> Apparently there are a lot of books on HTTP.
I haven't seen many on HTTP. HTML yes, but that is something completely
different. The NCSA people have CGI documentation at their site,
(http://www/ncsa.uiuc.edu).
> However, they have a lot of detail and it has been reported that it
> is hard to find out about HTTP servers and CGI scripts.
For HTTP there is the HTTP RFC and draft for HTTP/1.1 (is this an RFC yet?)
CGI is quite simple. The server runs an external program with various
environment variables set.
> The IPP project has agreed as a goal that the IPP protocol can be implemented
> in an HTTP server as a CGI script that interfaces with a printer or print
> system using whatever protocol that printer or print system supports so that
> no modifications have to be made to the HTTP server, except installing the
> CGI script.
CGI lets you do that. There may be a need to perform some simple HTTP server
configuration though to indicate that a particular name refers to a CGI
program. That of course is completely outside the domain the the PWG.

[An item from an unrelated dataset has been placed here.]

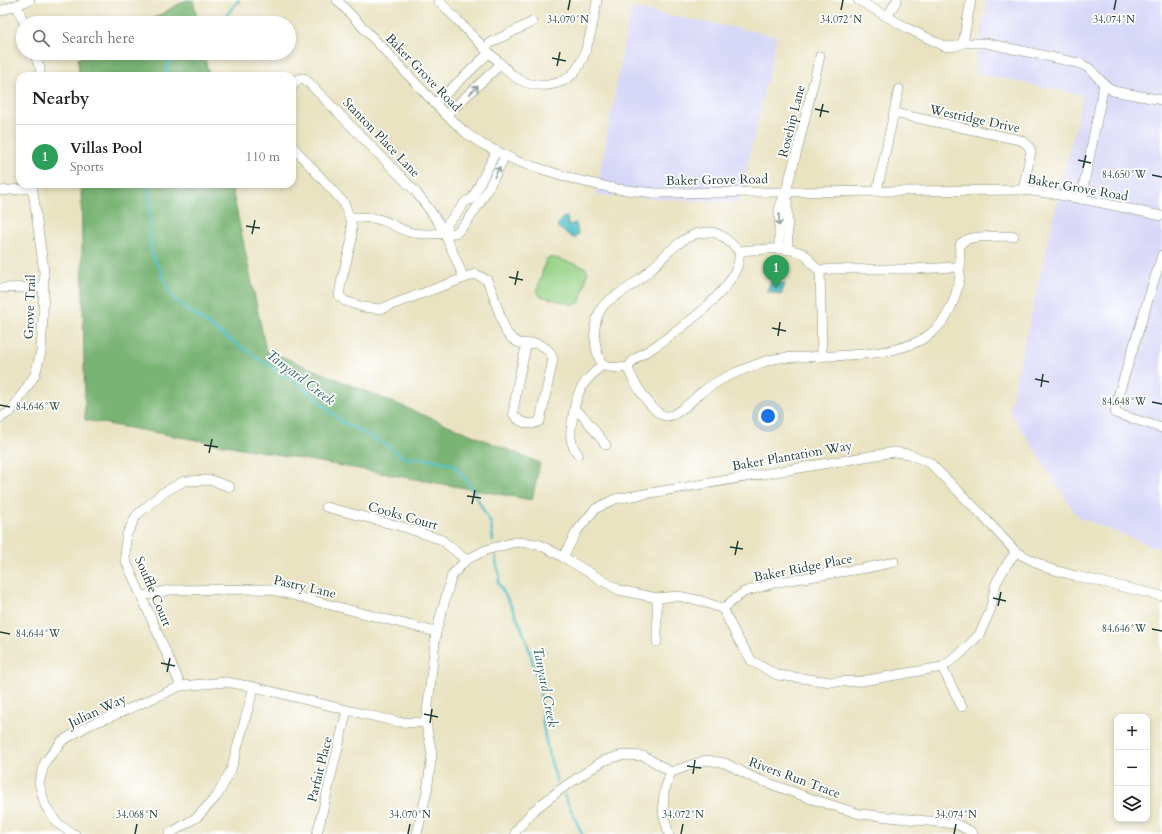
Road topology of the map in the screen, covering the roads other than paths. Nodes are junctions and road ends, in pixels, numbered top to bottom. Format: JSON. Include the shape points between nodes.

> Presumably you need a separate CGI script for each such printer or print
> system job submission protocol.
Not necessarially. It depends on how complicated you want to make the CGI
program. Such a program can be completely driven via parameters passed to
it that originate in the URL, e.g., the following URL,
http://some-host-name/ipp.cgi/printer-1
could be interpreted as a request to use the IPP CGI program. In this
case there is an "argument" to the CGI program which results in the
PATH_INFO environment variable being set to "/printer-1". How PATH_INFO
gets interpretered is entirely up to the CGI program.
Another method of access is to use the QUERY_STRING environment variable
but that is primarially intended for use with forms but almost duplicates
what is possible with PATH_INFO.
> We want to prototype the IPP protocol as we develop it.
A wise move.
Although I won't quote them here several follow-ups to Tom's message
made mention of ISAPI. I haven't looked at it but from all accounts
it is quite straightforward. You should also consider the Apache
HTTP server and it's Fast CGI (another version of the ISAPI-style
server extension where the program runs in the same process as the
server).
One query I did have however was just how much of HTTP is going to
be required by IPP? HTTP/1.1 can be quite a deal to implement in
certain devices (although if you've got a TCP/IP stack already
adding HTTP isn't all that bad I guess).